[Data listing — start]

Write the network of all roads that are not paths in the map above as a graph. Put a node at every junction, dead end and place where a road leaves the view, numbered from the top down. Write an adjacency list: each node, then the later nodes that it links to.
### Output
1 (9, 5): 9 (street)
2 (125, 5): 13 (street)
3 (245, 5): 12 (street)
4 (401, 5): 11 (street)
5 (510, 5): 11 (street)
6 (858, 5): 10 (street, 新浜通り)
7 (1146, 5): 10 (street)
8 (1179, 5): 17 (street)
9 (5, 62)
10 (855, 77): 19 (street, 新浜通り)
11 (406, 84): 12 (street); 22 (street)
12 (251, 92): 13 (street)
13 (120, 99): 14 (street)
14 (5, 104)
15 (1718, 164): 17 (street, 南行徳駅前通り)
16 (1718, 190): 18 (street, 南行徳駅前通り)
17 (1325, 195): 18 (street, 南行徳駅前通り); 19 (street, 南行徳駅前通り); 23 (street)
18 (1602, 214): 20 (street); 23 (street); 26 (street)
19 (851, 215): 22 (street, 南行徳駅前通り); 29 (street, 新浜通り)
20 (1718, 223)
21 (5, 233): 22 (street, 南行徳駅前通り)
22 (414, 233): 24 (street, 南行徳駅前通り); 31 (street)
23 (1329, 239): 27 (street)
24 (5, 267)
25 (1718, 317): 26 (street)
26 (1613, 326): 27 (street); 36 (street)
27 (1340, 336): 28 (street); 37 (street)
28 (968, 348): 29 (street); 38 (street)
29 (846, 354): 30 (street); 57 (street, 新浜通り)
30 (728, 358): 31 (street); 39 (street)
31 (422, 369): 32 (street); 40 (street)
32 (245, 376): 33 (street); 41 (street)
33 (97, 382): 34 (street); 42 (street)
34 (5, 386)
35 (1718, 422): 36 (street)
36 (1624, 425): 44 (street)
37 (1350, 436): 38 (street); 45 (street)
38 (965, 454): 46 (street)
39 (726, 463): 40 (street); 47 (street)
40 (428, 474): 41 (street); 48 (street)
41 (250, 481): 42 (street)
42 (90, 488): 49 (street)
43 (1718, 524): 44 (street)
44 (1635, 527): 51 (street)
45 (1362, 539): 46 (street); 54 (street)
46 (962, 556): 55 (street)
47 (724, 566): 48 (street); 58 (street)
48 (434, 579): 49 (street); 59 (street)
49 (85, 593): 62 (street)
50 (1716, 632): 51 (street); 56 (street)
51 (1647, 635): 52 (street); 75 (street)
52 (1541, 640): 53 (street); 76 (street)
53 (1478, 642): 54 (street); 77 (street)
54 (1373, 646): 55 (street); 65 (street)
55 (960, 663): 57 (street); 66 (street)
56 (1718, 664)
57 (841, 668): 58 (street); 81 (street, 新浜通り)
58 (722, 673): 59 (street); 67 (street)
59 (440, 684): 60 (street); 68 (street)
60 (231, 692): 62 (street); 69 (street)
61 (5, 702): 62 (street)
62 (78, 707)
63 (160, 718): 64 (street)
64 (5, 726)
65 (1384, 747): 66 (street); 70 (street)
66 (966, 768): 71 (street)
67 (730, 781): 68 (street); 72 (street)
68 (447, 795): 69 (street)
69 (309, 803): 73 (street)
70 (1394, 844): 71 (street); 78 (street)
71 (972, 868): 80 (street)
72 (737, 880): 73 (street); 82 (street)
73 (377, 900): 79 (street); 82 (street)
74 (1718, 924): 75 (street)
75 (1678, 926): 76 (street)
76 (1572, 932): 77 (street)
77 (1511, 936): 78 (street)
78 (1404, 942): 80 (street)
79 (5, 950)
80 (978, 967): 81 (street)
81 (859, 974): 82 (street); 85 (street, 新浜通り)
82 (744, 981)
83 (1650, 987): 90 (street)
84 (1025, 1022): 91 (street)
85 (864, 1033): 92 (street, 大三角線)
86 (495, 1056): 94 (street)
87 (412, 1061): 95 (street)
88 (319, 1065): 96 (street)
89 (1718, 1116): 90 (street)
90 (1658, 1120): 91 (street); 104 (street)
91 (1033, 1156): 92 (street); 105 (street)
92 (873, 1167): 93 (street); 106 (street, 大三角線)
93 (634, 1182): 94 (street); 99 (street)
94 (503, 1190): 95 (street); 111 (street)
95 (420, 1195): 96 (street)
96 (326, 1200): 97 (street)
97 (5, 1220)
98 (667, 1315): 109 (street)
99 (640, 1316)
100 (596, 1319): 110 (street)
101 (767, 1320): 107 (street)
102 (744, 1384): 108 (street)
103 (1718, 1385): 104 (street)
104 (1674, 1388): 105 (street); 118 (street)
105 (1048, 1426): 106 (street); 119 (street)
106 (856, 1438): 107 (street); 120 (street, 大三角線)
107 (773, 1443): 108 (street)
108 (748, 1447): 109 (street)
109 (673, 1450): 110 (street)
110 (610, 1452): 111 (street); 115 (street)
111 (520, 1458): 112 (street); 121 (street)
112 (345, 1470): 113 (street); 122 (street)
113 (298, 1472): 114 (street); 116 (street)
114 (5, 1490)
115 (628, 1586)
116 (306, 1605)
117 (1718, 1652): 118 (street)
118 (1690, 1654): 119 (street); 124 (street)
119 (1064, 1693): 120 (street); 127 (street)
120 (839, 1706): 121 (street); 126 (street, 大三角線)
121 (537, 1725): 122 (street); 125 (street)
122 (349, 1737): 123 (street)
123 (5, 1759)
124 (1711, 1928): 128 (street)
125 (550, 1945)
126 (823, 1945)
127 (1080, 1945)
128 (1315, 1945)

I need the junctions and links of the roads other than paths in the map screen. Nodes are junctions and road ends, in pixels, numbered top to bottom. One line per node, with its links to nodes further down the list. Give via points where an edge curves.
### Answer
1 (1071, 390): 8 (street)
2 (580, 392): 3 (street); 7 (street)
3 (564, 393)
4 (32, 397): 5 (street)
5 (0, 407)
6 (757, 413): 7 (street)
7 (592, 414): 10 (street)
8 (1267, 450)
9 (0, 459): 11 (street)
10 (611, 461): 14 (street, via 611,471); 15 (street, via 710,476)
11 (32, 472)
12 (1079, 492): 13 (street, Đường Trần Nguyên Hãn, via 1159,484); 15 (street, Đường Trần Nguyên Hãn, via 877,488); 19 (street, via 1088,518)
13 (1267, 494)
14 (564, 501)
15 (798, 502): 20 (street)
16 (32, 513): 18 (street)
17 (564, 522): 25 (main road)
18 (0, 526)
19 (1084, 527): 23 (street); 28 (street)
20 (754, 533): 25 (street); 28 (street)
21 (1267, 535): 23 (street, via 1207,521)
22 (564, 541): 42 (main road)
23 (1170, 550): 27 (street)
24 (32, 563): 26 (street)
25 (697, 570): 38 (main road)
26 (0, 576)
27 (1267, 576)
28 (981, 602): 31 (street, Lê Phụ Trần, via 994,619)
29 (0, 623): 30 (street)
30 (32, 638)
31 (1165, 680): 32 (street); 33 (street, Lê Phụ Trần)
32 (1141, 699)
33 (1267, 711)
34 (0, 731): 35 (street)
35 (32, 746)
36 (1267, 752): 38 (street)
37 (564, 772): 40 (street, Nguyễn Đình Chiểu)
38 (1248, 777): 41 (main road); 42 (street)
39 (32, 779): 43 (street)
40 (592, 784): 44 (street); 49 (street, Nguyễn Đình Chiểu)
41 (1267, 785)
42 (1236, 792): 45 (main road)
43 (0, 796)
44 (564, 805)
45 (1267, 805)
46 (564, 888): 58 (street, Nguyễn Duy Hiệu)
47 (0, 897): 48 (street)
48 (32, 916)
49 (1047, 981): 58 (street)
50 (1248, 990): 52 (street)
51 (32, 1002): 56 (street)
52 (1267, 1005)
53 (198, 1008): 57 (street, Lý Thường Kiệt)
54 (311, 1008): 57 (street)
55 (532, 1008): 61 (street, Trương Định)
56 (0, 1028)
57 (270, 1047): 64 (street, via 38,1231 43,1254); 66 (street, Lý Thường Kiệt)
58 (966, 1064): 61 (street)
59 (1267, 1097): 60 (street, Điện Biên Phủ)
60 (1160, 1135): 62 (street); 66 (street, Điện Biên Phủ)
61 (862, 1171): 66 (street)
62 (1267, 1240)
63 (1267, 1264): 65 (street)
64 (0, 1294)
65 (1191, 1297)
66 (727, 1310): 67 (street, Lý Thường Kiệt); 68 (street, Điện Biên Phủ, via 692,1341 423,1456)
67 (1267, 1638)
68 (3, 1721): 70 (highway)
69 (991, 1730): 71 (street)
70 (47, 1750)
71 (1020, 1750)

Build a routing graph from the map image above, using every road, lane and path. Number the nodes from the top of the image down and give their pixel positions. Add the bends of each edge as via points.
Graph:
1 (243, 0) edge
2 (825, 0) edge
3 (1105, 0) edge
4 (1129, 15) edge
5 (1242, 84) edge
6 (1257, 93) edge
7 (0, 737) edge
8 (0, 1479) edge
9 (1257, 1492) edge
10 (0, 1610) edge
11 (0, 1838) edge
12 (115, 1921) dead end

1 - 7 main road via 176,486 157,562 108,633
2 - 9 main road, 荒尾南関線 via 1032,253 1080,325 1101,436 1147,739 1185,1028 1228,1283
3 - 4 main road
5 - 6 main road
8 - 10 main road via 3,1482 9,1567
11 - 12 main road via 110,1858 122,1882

[Data listing — finish]

Lines that include the word "Đình" are to be extracted from the data above.

(Your solution):
37 (564, 772): 40 (street, Nguyễn Đình Chiểu)
40 (592, 784): 44 (street); 49 (street, Nguyễn Đình Chiểu)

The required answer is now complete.